The magic comes to life when you realize that the moths are a metaphor for the grandmother. The narrator refers to the moths as gray and connects Abuelita to them by referring to her gray eye. This comparison between the moth as a saving grace and the grandmother is one in the same. The grandmother is the grandchild’s guardian angel and instills the principles of right and wrong. She alleviates her illnesses, instills values, and brings religion into her life. Throughout the story, you see the maturation of the grandchild and the bond getting stronger between the two.
The moths also represent spirituality. At the end of the story, the moths come for the grandmother’s soul to take it to heaven. So, not only does it occur in the wing balm, but in the death of Abuelita as well. Another metaphor that is used is the sun. The sun is born when it rises and dies when it sets. The sun later turns on a switch when Abuelita supposedly dies. This is a divine metaphor to illustrate spirituality and heaven.
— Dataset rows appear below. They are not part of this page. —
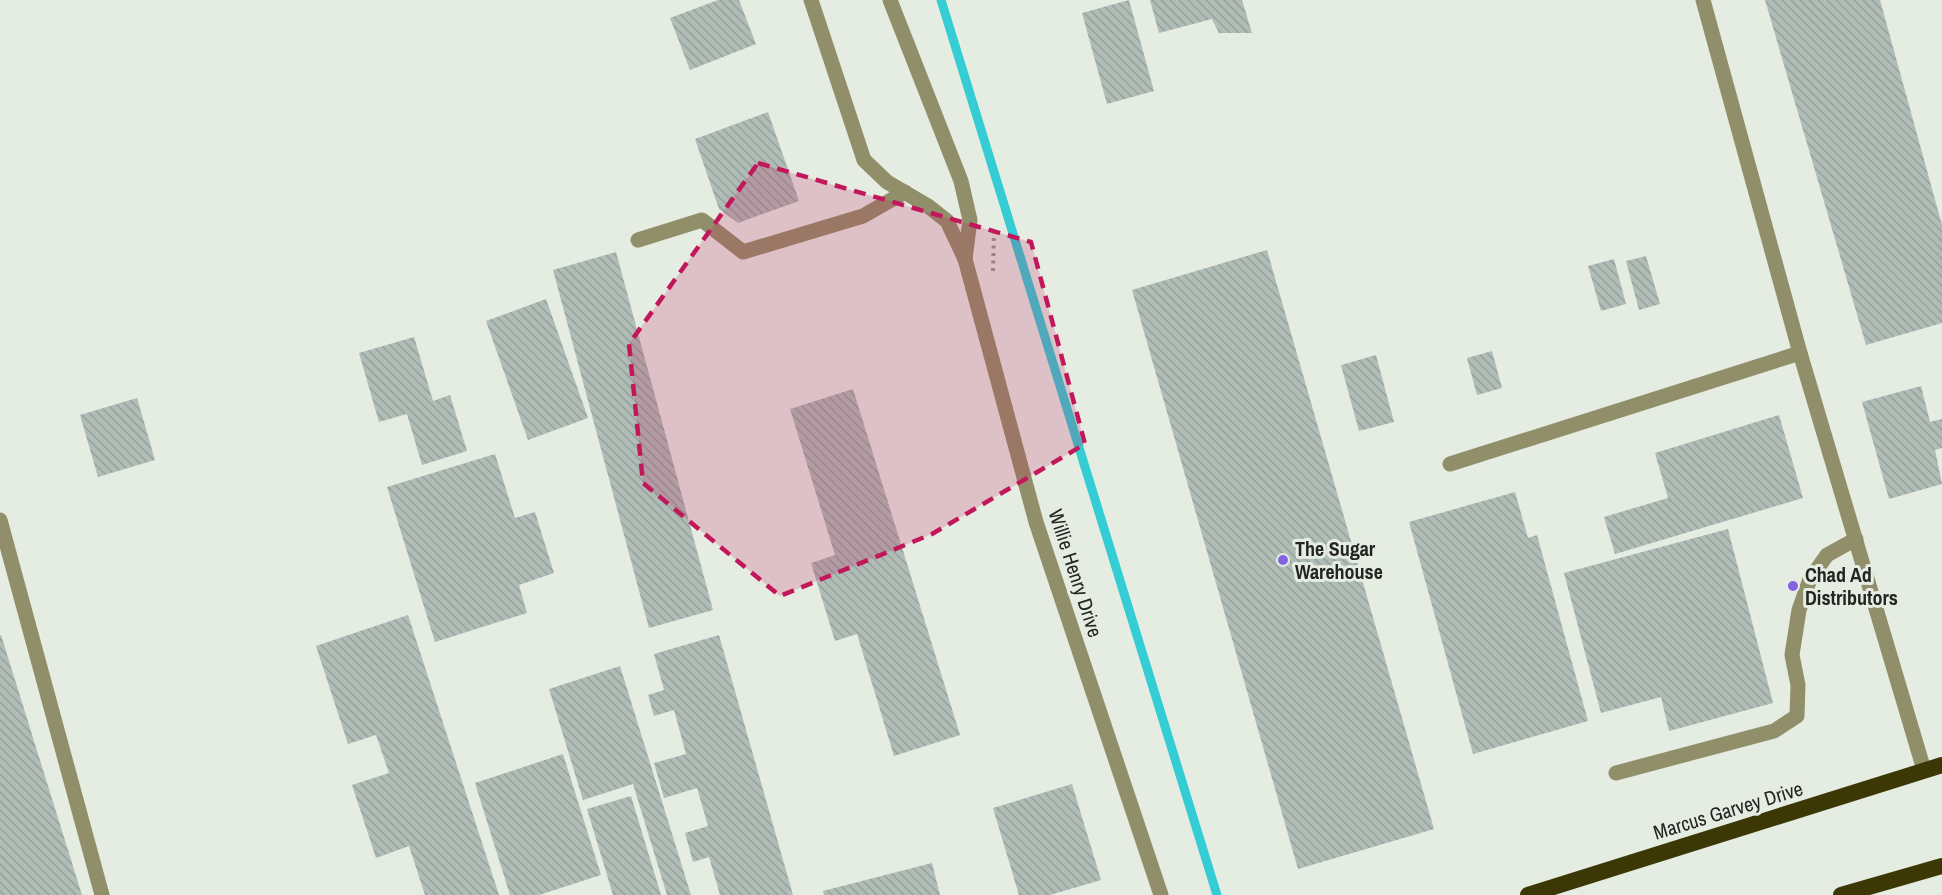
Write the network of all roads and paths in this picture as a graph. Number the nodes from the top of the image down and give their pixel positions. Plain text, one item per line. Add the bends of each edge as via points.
1 (811, 0) edge
2 (890, 0) edge
3 (1702, 0) edge
4 (905, 192) junction
5 (638, 240) dead end
6 (965, 259) junction
7 (1800, 353) junction
8 (1450, 464) dead end
9 (0, 520) edge
10 (1856, 539) junction
11 (1942, 765) edge
12 (1924, 770) junction
13 (1617, 773) dead end
14 (1942, 866) edge
15 (102, 895) edge
16 (1161, 895) edge
17 (1528, 895) edge
18 (1841, 895) edge

1 - 4 street via 864,160 887,182
2 - 6 street via 961,181 970,220
3 - 7 street
4 - 5 street via 863,216 743,252 702,220
4 - 6 street via 947,221
6 - 16 street, Willie Henry Drive via 1036,522
7 - 8 street
7 - 10 street
9 - 15 street
10 - 12 street
10 - 13 street via 1827,555 1810,579 1792,655 1798,685 1797,716 1774,731
11 - 12 highway, Marcus Garvey Drive
12 - 17 highway, Marcus Garvey Drive
14 - 18 highway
The granddaughter’s attitude towards spirituality begins to emerge when she sees what Abuelita can do.
You start to see hope when the grandchild experiences a spiritual rebirth of her own. Proof of the grandchild maturing is seen when the narrator herself states that she wasn’t respectful either I even went so far as to doubt the power of Abuelita’s slices. Towards the end, you can see the enormous respect she holds towards her grandmother. The regret of not knowing her grandmother becomes particularly apparent when the scars on her grandmother’s back become visible. She realizes how little she really knew about Abuelita and how much she wouldn’t get to become acquainted with now that she is gone.
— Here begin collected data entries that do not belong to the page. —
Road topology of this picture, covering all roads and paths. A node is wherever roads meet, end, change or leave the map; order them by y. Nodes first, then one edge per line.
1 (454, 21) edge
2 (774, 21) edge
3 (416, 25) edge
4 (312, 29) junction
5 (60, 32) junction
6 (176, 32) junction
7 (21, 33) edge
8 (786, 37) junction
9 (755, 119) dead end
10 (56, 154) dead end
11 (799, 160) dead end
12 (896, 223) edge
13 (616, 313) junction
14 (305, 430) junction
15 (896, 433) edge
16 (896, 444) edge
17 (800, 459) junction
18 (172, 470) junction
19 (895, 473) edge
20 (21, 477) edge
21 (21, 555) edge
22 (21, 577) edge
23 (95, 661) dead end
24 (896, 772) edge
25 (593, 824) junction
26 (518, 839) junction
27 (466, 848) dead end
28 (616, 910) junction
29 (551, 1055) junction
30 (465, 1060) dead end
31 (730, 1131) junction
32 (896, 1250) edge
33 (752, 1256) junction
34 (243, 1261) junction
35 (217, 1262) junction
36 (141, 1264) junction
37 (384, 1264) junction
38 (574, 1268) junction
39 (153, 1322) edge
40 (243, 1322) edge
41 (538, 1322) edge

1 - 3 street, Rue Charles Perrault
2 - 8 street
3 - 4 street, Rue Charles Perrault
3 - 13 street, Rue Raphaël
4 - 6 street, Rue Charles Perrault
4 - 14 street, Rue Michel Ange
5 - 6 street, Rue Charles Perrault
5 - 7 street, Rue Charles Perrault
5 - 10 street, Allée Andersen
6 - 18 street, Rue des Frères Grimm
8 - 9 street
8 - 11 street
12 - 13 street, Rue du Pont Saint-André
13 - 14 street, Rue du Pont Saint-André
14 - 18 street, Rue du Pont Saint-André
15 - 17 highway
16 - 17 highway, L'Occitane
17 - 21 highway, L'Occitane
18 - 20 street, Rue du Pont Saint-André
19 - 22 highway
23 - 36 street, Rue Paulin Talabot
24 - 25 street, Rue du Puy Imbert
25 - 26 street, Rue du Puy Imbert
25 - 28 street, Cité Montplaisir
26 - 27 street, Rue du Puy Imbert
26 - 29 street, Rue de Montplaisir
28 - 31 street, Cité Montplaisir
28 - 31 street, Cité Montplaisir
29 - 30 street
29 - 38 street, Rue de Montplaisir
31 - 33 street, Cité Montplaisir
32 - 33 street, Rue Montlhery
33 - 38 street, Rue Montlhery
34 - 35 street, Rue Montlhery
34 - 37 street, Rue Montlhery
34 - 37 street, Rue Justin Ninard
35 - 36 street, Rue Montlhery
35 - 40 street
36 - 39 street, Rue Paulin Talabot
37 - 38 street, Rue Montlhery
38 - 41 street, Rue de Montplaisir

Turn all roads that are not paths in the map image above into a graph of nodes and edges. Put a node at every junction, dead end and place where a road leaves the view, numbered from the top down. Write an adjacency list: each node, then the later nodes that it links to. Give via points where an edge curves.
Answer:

The moths become not only a creature used in one of Abuelita’s natural remedies, but a metaphor for life, death, and rebirth. It gives the grandchild and identity which embodies the grandmother as well. At the end, the cycle has gone full circle when the grandmother dies and is taken care of by her granddaughter. In the tub, the grandchild sits patiently cleansing her abuelita waiting for the moths to come and take her to a better place. When the moth’s finally come, she weeps, “there, there, I said to Abuelita, rocking us gently, there, there. ”
Helena Viramontes illustrates the use of magic realism in her short story through a means of Mexican tradition that today is still widely utilized. The supernatural elements of magical nature and the constant use of Chicano folklore make this story a traditional tool of the culture. It implements the religious eminence and spiritual nature that most Latinos carry on through their cultural values. Some aspects of Latino society have developed into mislead conceptions, but for the most part, the traditions have maintained veracity and decorum throughout the generations of Chicano culture.